I’m writing from the annual conference of the Confederation of British Industry (CBI) in London. This annual shindig is where the captains of industry get together once a year to talk about the big issues of the day. Quite often this might be issues of tax, red tape, the minimum wage and various of pieces of legislation that the UK has adopted from diverse EU directives, but this year it’s all about India, China, and the perils of globalisation.
The opening session of the day was titled ‘China and India - facing up to the challenge’ and immediately followed a keynote speech by Conservative Shadow Chancellor George Osborne. Osborne and his leader David Cameron have developed into the masters of spin in the same way Tony Blair did before his own rise to power in 1997. I was only just looking at the weekend newspapers featuring photos of Cameron helping destitute children in Darfur and as his Shadow Chancellor speaks in Islington, he is off to meet our troops in Iraq. They have a formidable PR machine driving the Tory image at present.

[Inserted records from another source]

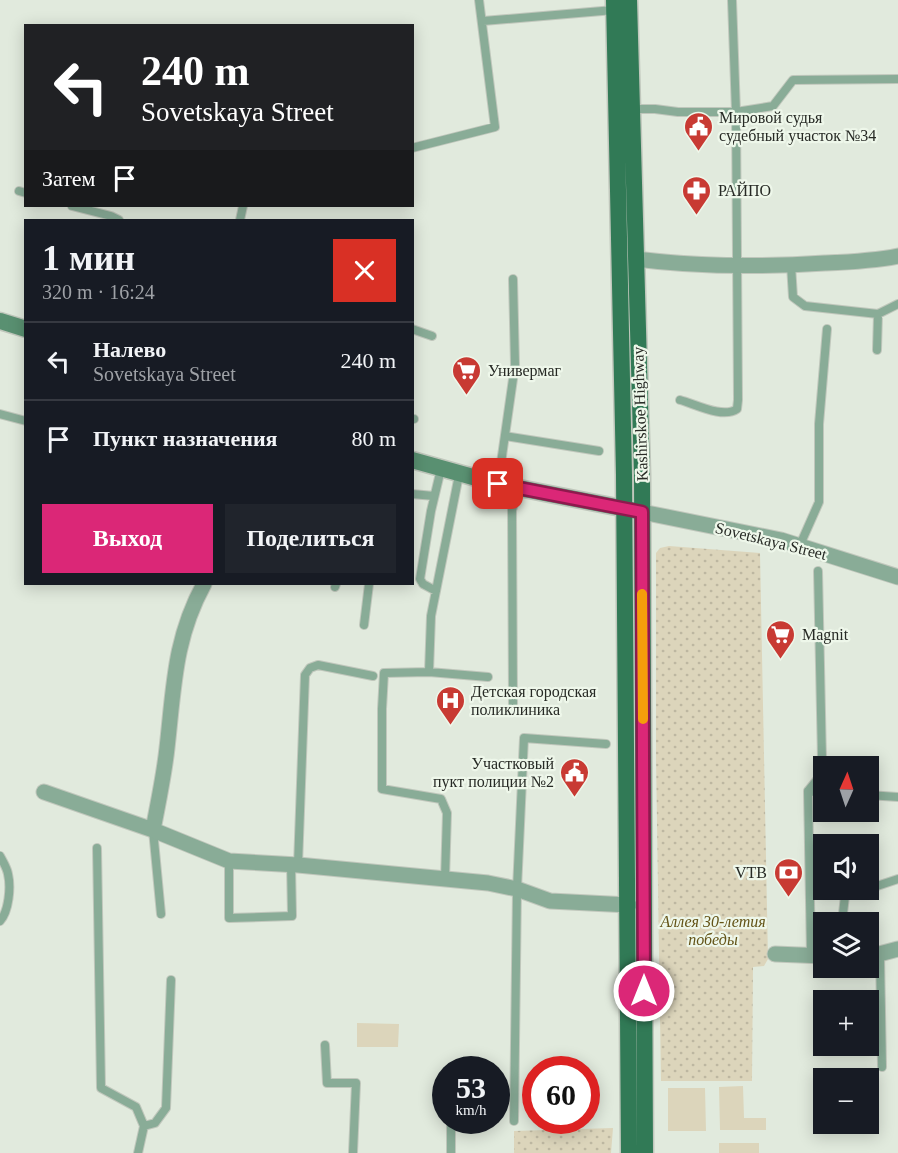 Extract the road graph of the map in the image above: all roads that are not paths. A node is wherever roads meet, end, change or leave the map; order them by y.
1 (479, 0) edge
2 (628, 0) edge
3 (732, 0) edge
4 (614, 5) edge
5 (483, 21) junction
6 (898, 79) edge
7 (632, 109) junction
8 (736, 112) junction
9 (414, 147) edge
10 (76, 207) edge
11 (117, 219) edge
12 (898, 256) edge
13 (636, 259) junction
14 (736, 265) junction
15 (791, 265) junction
16 (513, 279) dead end
17 (898, 304) edge
18 (879, 314) junction
19 (0, 321) edge
20 (24, 328) edge
21 (827, 329) dead end
22 (414, 330) edge
23 (432, 336) dead end
24 (878, 350) dead end
25 (680, 399) dead end
26 (0, 414) edge
27 (24, 420) edge
28 (505, 436) junction
29 (599, 452) dead end
30 (414, 461) edge
31 (441, 469) junction
32 (459, 475) junction
33 (498, 484) junction
34 (519, 489) junction
35 (414, 494) edge
36 (434, 496) junction
37 (624, 509) junction
38 (642, 512) junction
39 (800, 545) junction
40 (818, 571) dead end
41 (897, 572) edge
42 (204, 585) edge
43 (369, 585) edge
44 (436, 591) junction
45 (364, 625) dead end
46 (429, 672) junction
47 (373, 676) dead end
48 (488, 676) dead end
49 (513, 705) dead end
50 (606, 744) dead end
51 (822, 756) edge
52 (813, 785) edge
53 (808, 791) junction
54 (813, 791) edge
55 (44, 792) dead end
56 (879, 795) edge
57 (898, 796) edge
58 (153, 830) junction
59 (97, 848) dead end
60 (0, 856) edge
61 (229, 861) junction
62 (294, 865) junction
63 (445, 879) junction
64 (898, 879) edge
65 (879, 885) edge
66 (517, 889) junction
67 (629, 905) junction
68 (815, 912) edge
69 (161, 914) dead end
70 (0, 921) edge
71 (898, 949) edge
72 (775, 954) dead end
73 (879, 955) edge
74 (813, 956) edge
75 (876, 978) edge
76 (171, 980) dead end
77 (325, 1045) dead end
78 (882, 1067) dead end
79 (514, 1121) dead end
80 (144, 1126) junction
81 (451, 1134) edge
82 (138, 1153) edge
83 (353, 1153) edge
84 (451, 1153) edge
85 (629, 1153) edge
86 (645, 1153) edge

1 - 5 lane
2 - 7 main road, Kashirskoe Highway
3 - 8 lane
4 - 5 lane
4 - 37 main road, Kashirskoe Highway
5 - 9 lane
6 - 8 lane
7 - 8 lane
7 - 13 main road, Kashirskoe Highway
8 - 14 lane
10 - 11 lane
12 - 15 street
13 - 14 street
13 - 38 main road, Kashirskoe Highway
14 - 15 street
14 - 25 lane
15 - 18 lane
16 - 28 lane
17 - 18 lane
18 - 24 lane
19 - 20 main road
21 - 39 lane
22 - 23 lane
26 - 27 lane
28 - 29 lane
28 - 33 lane
30 - 31 main road
31 - 32 main road
31 - 36 lane
32 - 33 main road
32 - 44 lane
33 - 34 main road
34 - 37 main road
34 - 49 lane
35 - 36 lane
36 - 44 lane
37 - 38 main road
37 - 67 main road, Kashirskoe Highway
38 - 39 street, Sovetskaya Street
38 - 86 main road, Kashirskoe Highway
39 - 41 street, Sovetskaya Street
40 - 51 lane
42 - 58 street
43 - 45 lane
44 - 46 lane
46 - 48 lane
46 - 63 lane
47 - 62 lane
50 - 66 lane
52 - 53 lane
53 - 54 lane
53 - 68 lane
55 - 58 street
56 - 57 lane
58 - 61 street
58 - 69 lane
59 - 80 lane
60 - 70 lane
61 - 62 street
61 - 62 lane
62 - 63 street
63 - 66 street
64 - 65 lane
66 - 67 street
66 - 79 lane
67 - 85 main road, Kashirskoe Highway
71 - 73 street
72 - 74 street
75 - 78 lane
76 - 80 lane
77 - 83 lane
80 - 82 lane
81 - 84 lane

The CBI has become very concerned about the challenges presented by the powerhouse economies of China and India. They want to understand how do we compete in, and with, these exponentially growing economies. The conference blurb asked 'And what are the opportunities and challenges of working in partnership in third-country markets?' Is 'third-country' a new euphemism for ‘third-world’ that I just haven’t run into yet? I thought ‘developing world’ was the standard, but when you find countries like India and China where immense wealth rubs along with grinding poverty ‘developing’ is somewhat of a misnomer. I heard a commentator on TV calling the developing world, the ‘two-thirds’ world. He might well be technically correct, but I don’t think that one is going to catch on either, so for me I guess it will have to stay as ‘developing’ until someone comes up with a better definition for those countries that are newly-developed, but still poor in regions.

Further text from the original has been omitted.